## Material provided
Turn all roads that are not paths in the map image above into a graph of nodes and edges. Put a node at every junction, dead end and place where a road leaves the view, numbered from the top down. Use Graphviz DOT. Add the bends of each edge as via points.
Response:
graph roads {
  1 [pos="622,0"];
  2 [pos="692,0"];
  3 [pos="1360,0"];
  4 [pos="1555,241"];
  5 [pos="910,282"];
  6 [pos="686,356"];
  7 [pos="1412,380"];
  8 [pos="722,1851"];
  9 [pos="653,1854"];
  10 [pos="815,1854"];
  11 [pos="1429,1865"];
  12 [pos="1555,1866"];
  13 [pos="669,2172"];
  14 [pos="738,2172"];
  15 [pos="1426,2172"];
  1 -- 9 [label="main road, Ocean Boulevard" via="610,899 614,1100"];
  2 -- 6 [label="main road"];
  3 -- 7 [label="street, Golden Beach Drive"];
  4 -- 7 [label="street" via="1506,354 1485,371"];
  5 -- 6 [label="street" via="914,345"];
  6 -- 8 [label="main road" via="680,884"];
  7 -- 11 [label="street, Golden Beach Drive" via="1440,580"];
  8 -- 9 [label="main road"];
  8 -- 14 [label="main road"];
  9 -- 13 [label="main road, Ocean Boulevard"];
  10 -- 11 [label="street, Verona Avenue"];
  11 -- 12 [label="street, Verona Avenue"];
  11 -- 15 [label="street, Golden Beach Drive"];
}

## Instructions for the task
What is needed is the full listing, reproduced exactly.

## Answer to this problem
Turn all roads that are not paths in the map image above into a graph of nodes and edges. Put a node at every junction, dead end and place where a road leaves the view, numbered from the top down. Use Graphviz DOT. Add the bends of each edge as via points.
Response:
graph roads {
  1 [pos="622,0"];
  2 [pos="692,0"];
  3 [pos="1360,0"];
  4 [pos="1555,241"];
  5 [pos="910,282"];
  6 [pos="686,356"];
  7 [pos="1412,380"];
  8 [pos="722,1851"];
  9 [pos="653,1854"];
  10 [pos="815,1854"];
  11 [pos="1429,1865"];
  12 [pos="1555,1866"];
  13 [pos="669,2172"];
  14 [pos="738,2172"];
  15 [pos="1426,2172"];
  1 -- 9 [label="main road, Ocean Boulevard" via="610,899 614,1100"];
  2 -- 6 [label="main road"];
  3 -- 7 [label="street, Golden Beach Drive"];
  4 -- 7 [label="street" via="1506,354 1485,371"];
  5 -- 6 [label="street" via="914,345"];
  6 -- 8 [label="main road" via="680,884"];
  7 -- 11 [label="street, Golden Beach Drive" via="1440,580"];
  8 -- 9 [label="main road"];
  8 -- 14 [label="main road"];
  9 -- 13 [label="main road, Ocean Boulevard"];
  10 -- 11 [label="street, Verona Avenue"];
  11 -- 12 [label="street, Verona Avenue"];
  11 -- 15 [label="street, Golden Beach Drive"];
}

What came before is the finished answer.